(Saved entries)
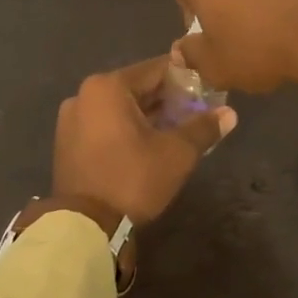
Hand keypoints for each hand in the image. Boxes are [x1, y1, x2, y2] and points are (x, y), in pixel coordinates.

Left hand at [48, 57, 236, 231]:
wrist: (84, 228)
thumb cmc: (132, 179)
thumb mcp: (176, 153)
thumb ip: (203, 128)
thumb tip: (230, 113)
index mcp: (108, 86)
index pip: (157, 69)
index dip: (187, 78)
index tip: (208, 90)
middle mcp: (85, 95)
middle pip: (137, 88)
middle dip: (168, 100)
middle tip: (197, 113)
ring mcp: (71, 119)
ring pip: (120, 108)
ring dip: (148, 116)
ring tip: (177, 130)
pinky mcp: (67, 143)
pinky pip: (105, 125)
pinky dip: (127, 129)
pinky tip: (149, 145)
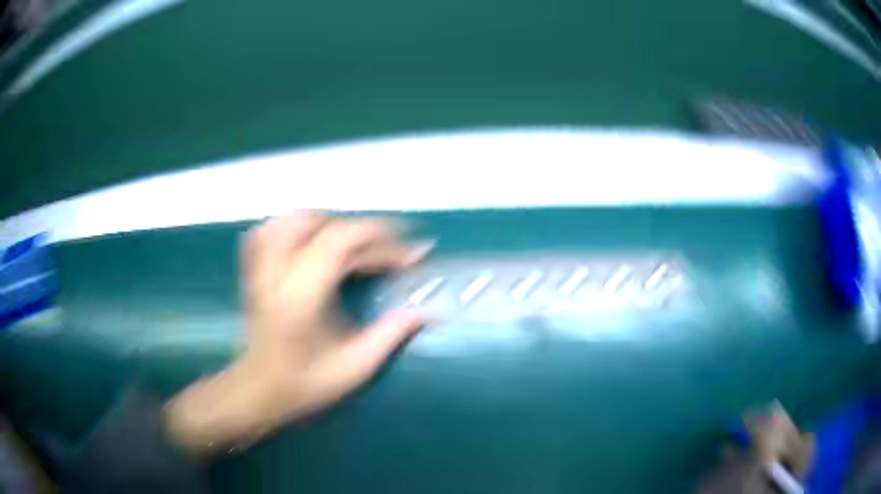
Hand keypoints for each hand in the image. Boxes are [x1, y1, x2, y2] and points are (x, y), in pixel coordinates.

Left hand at [164, 213, 431, 456]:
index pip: (343, 244)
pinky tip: (314, 236)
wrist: (258, 390)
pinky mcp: (253, 268)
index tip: (416, 252)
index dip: (384, 241)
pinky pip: (271, 228)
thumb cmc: (304, 385)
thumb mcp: (354, 368)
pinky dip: (296, 224)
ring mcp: (261, 266)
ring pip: (295, 218)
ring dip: (334, 223)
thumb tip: (428, 310)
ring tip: (359, 242)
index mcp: (301, 295)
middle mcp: (277, 272)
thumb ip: (391, 334)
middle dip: (368, 232)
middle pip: (324, 226)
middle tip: (395, 251)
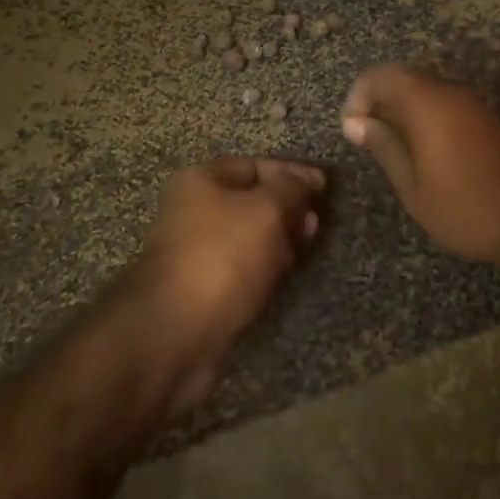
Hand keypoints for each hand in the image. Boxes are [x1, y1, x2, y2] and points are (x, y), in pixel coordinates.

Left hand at [123, 157, 324, 410]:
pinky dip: (264, 266)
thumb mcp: (265, 210)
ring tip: (305, 249)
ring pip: (248, 236)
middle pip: (251, 201)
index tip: (324, 188)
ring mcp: (197, 251)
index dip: (291, 173)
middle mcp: (194, 211)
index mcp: (201, 181)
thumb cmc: (222, 256)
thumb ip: (290, 188)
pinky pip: (241, 266)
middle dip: (287, 209)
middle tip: (315, 224)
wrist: (174, 332)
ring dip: (279, 239)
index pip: (255, 166)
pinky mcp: (203, 287)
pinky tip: (282, 274)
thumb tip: (305, 180)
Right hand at [340, 65, 499, 272]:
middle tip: (368, 142)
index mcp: (426, 102)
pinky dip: (424, 122)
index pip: (380, 76)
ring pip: (424, 94)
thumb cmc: (467, 206)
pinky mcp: (485, 120)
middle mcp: (449, 92)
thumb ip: (384, 147)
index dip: (358, 96)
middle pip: (403, 80)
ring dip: (402, 114)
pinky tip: (423, 157)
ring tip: (392, 153)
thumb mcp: (413, 186)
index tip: (352, 130)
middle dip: (379, 105)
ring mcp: (471, 104)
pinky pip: (443, 107)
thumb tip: (355, 123)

■ Exercise goal: Your answer must be the full set of entries, set down exactly and without pictures.

■ Task result:
Hand keypoints for each hand in the image. Boxes are [x1, y1, x2, y2] and points are (x, y), in pixel coordinates.

Left hand at [48, 57, 236, 231]:
wrist: (84, 228)
thumb cmc: (132, 179)
thumb mcp: (176, 153)
thumb ip: (203, 128)
thumb tip: (230, 113)
index mcp: (108, 86)
index pip: (157, 69)
index dip: (187, 78)
index tip: (208, 90)
middle mcp: (85, 95)
middle pip: (137, 88)
middle dip: (168, 100)
middle tip: (197, 113)
ring mcp: (71, 119)
ring pip: (120, 108)
ring dip: (148, 116)
ring tip: (177, 130)
pinky mcp: (67, 143)
pinky pip: (105, 125)
pinky dip: (127, 129)
pinky tip: (149, 145)
Hand keypoints for each hand in the image. Boxes are [x1, y1, x2, y2] and points are (x, y), in pixel coordinates.

Left hand at [164, 213, 431, 456]:
index pip: (343, 244)
pinky tip: (314, 236)
wrist: (258, 390)
pinky mcp: (253, 268)
index tip: (416, 252)
index dip: (384, 241)
pinky pip: (271, 228)
thumb cmc: (304, 385)
thumb mcp: (354, 368)
pinky dip: (296, 224)
ring mcp: (261, 266)
ring pip: (295, 218)
ring dip: (334, 223)
thumb tip: (428, 310)
ring tip: (359, 242)
index mcp: (301, 295)
middle mcp: (277, 272)
thumb ip: (391, 334)
middle dip: (368, 232)
middle pip: (324, 226)
middle tip: (395, 251)
Hand keypoints for each hand in the image. Boxes are [x1, y1, x2, y2] and points are (x, y), in pixel coordinates.

Left hand at [123, 157, 324, 410]:
pinky dip: (264, 266)
thumb mcp: (265, 210)
ring tip: (305, 249)
ring pip: (248, 236)
middle pip: (251, 201)
index tip: (324, 188)
ring mcp: (197, 251)
index dip: (291, 173)
middle mcp: (194, 211)
index mcp: (201, 181)
thumb cmc: (222, 256)
thumb ip: (290, 188)
pinky pip: (241, 266)
middle dip: (287, 209)
middle tip: (315, 224)
wrist: (174, 332)
ring dip: (279, 239)
index pip: (255, 166)
pinky mcp: (203, 287)
pinky tip: (282, 274)
thumb tip: (305, 180)
Right hand at [340, 65, 499, 272]:
middle tip: (368, 142)
index mcp: (426, 102)
pinky dip: (424, 122)
index pip: (380, 76)
ring pip: (424, 94)
thumb cmc: (467, 206)
pinky mcp: (485, 120)
middle mcp: (449, 92)
thumb ip: (384, 147)
index dip: (358, 96)
middle pip: (403, 80)
ring dip: (402, 114)
pinky tip: (423, 157)
ring tip: (392, 153)
thumb mcp: (413, 186)
index tip: (352, 130)
middle dip: (379, 105)
ring mcp: (471, 104)
pinky pip: (443, 107)
thumb tip: (355, 123)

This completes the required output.